東稜・川上 “もう一つの花園”の主役 U―18合同チーム東西対抗戦で勝ち越しトライ

[ 2019年1月7日 18:04 ]

 部員不足の高校に在籍するラガーメンに夢を与えるU―18合同チーム東西対抗戦が決勝戦前に行われ、西軍が26―12で東軍に勝利した。12―12の後半10分、西軍のフランカー川上泰生(熊本・東稜)が勝ち越しトライ。部員6人を代表しての出場で、“もう一つの花園”の主役となった。

 「花園の第1グラウンドでラグビーができて、最高のトライでした。西軍には、熊本からは早見(専修大玉名)も出ていましたが、後半に負傷交代したので、あいつの分まで、という気持ちでした」

 16年4月、故郷は最大震度7の地震に見舞われた。熊本市内にある実家も被災。「家の屋根の瓦も崩れた」。自宅の壁には今も亀裂が走るなど爪痕が残る。今月3日には震度6弱の揺れが発生するなど、被害はなかったというが、不安な夜を過ごしている。夢舞台での“大仕事”は地元に勇気を届けたはずだ。

 CTB川浪創太郎(大阪・天王寺)も、感慨深げに振り返った。

 9歳でラグビーを始め、中学3年時には堺ラグビースクールの選手として大阪府スクール大会決勝で花園を経験した。天王寺は全国優勝2回の古豪だが、新チーム結成時点で単独でチームを組むことができなかった。「本当に楽しませてもらいました。公立高校に行っても、花園の舞台に立てるというのは」。

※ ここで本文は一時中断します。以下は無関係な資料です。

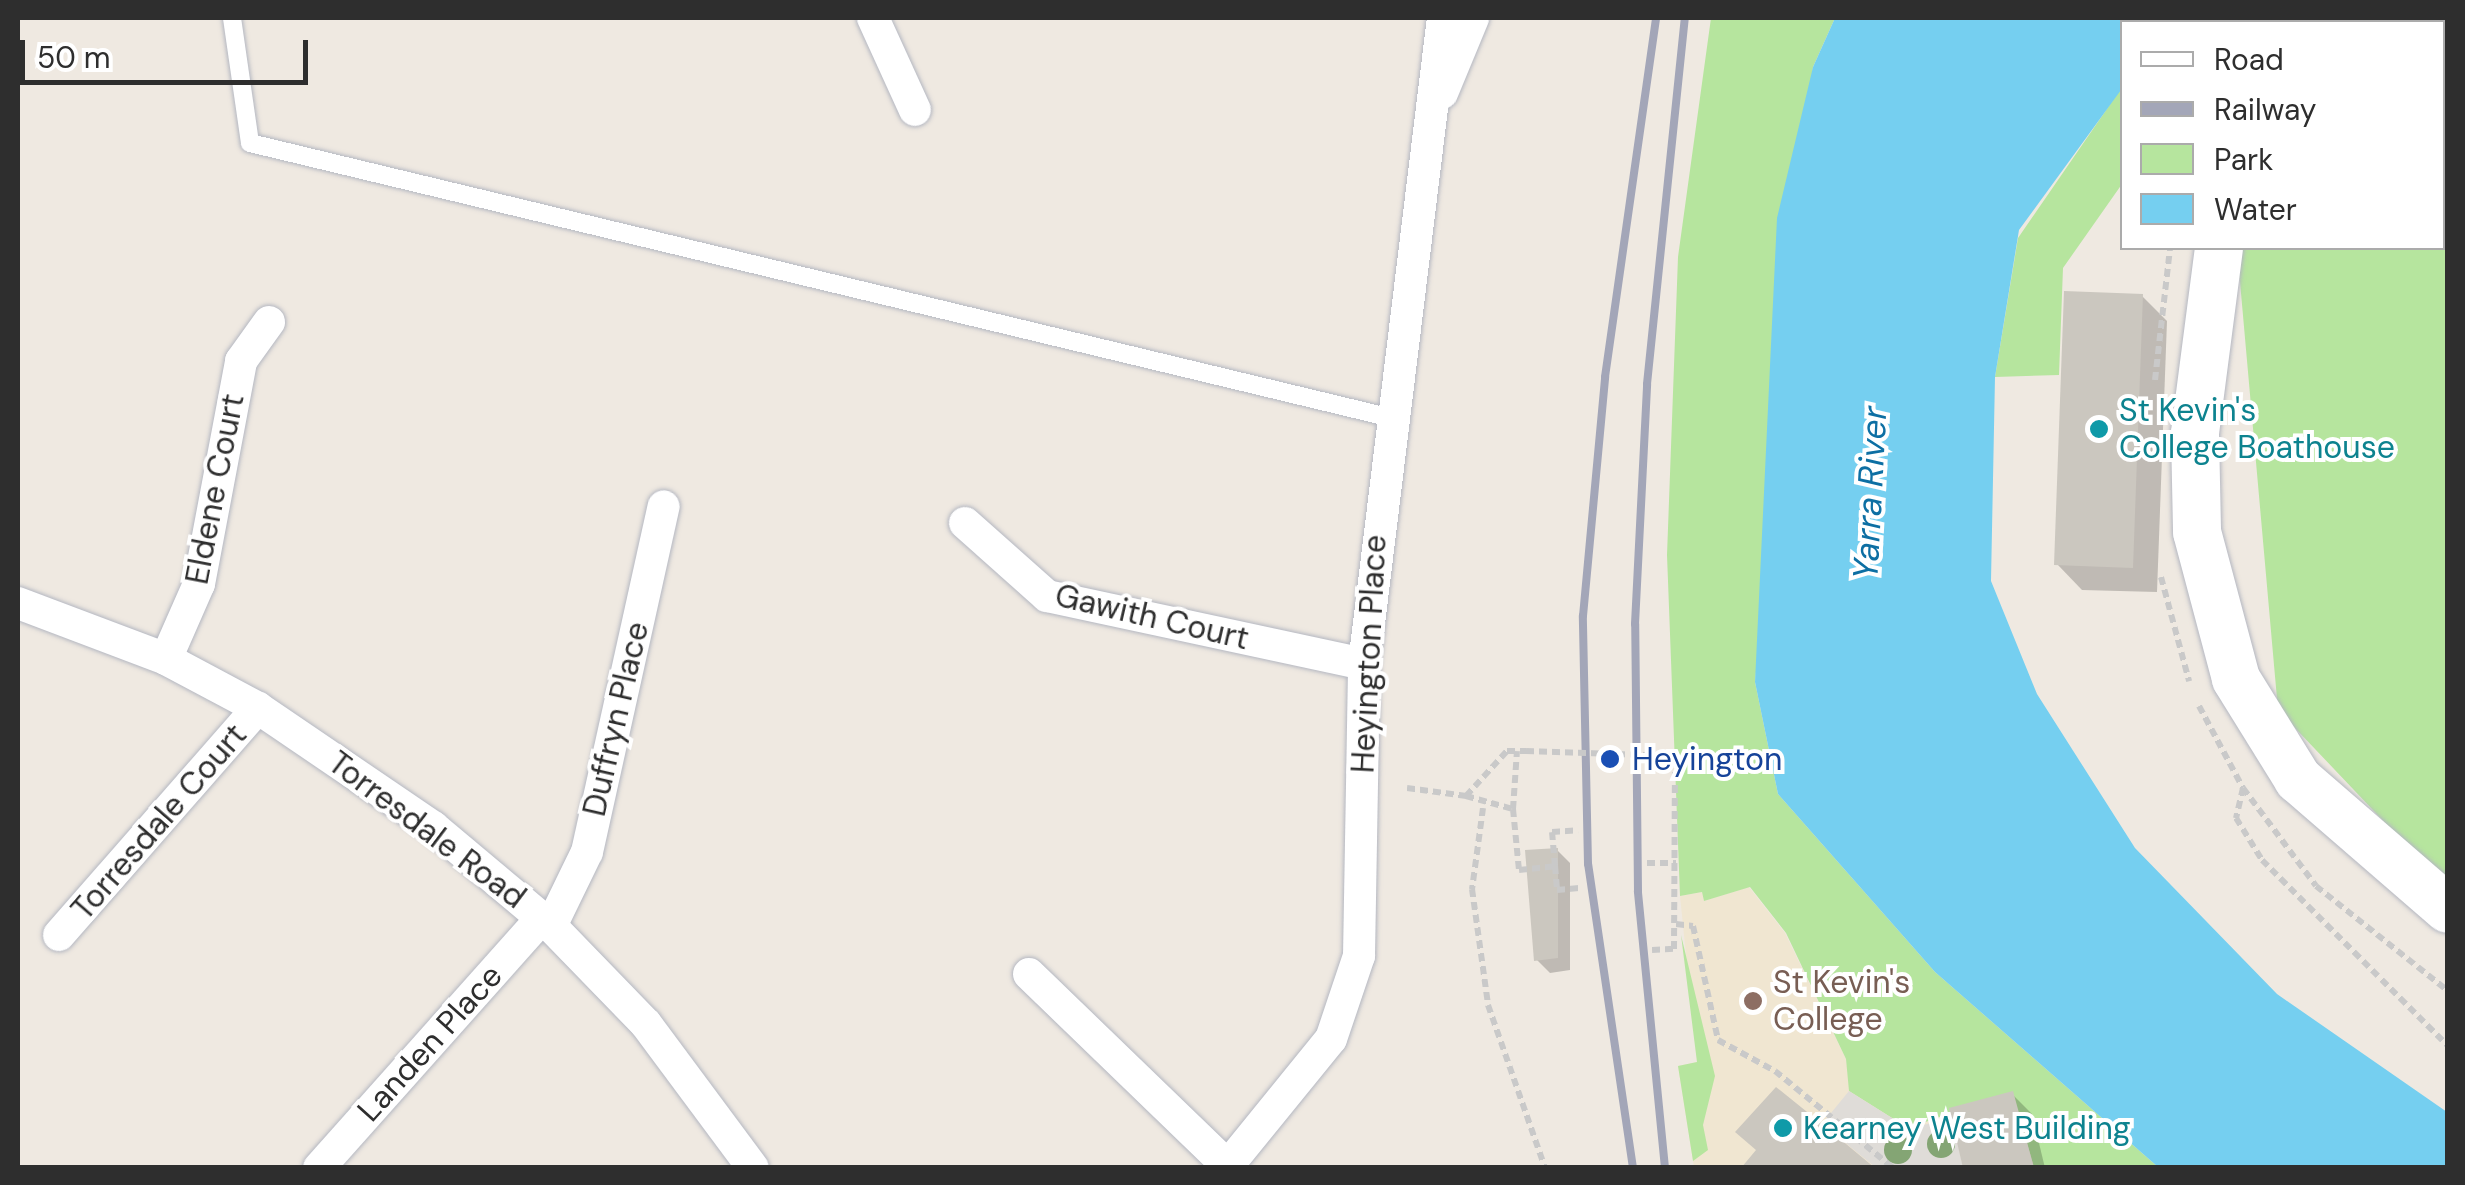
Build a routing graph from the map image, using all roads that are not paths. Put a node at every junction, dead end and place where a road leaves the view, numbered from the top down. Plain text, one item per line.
1 (232, 18) edge
2 (873, 18) edge
3 (1442, 18) edge
4 (1473, 18) edge
5 (1438, 102) junction
6 (915, 110) dead end
7 (2219, 250) edge
8 (269, 322) dead end
9 (1388, 417) junction
10 (664, 506) dead end
11 (965, 523) dead end
12 (18, 603) edge
13 (166, 659) junction
14 (1364, 664) junction
15 (258, 708) junction
16 (2448, 909) edge
17 (546, 922) junction
18 (60, 935) dead end
19 (1030, 974) dead end
20 (1227, 1167) edge
21 (319, 1168) edge
22 (753, 1168) edge

1 - 9 lane
2 - 6 street
3 - 5 street, Heyington Place
4 - 5 street, Heyington Place
5 - 9 street, Heyington Place
7 - 16 street
8 - 13 street, Eldene Court
9 - 14 street, Heyington Place
10 - 17 street, Duffryn Place
11 - 14 street, Gawith Court
12 - 13 street, Torresdale Road
13 - 15 street, Torresdale Road
14 - 20 street, Heyington Place
15 - 17 street, Torresdale Road
15 - 18 street, Torresdale Court
17 - 21 street, Landen Place
17 - 22 street, Torresdale Road
19 - 20 street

 進学校で知られ、学業との兼ね合いもあったが、「父も母も僕のやりたいことを尊重してくれました」。卒業後は、国立大医学部進学を目指す。高校1年の夏、通学中の電車内で突然、背後に立っていた中年男性が昏倒したが看病できなかった悔しさが進路を決めた。「びっくりして何もできなかったんです」。幸い男性は軽い貧血で大事に至らなかったが、人命救助に関わる仕事が目標になった。

 川浪は、「僕らの時は14人でギリギリ人数が足りなかったんですけど、新チームは15人。女子プレーヤー1人も加えて16人です。後輩たちが勧誘を本当に頑張ってくれました」と笑顔を見せた。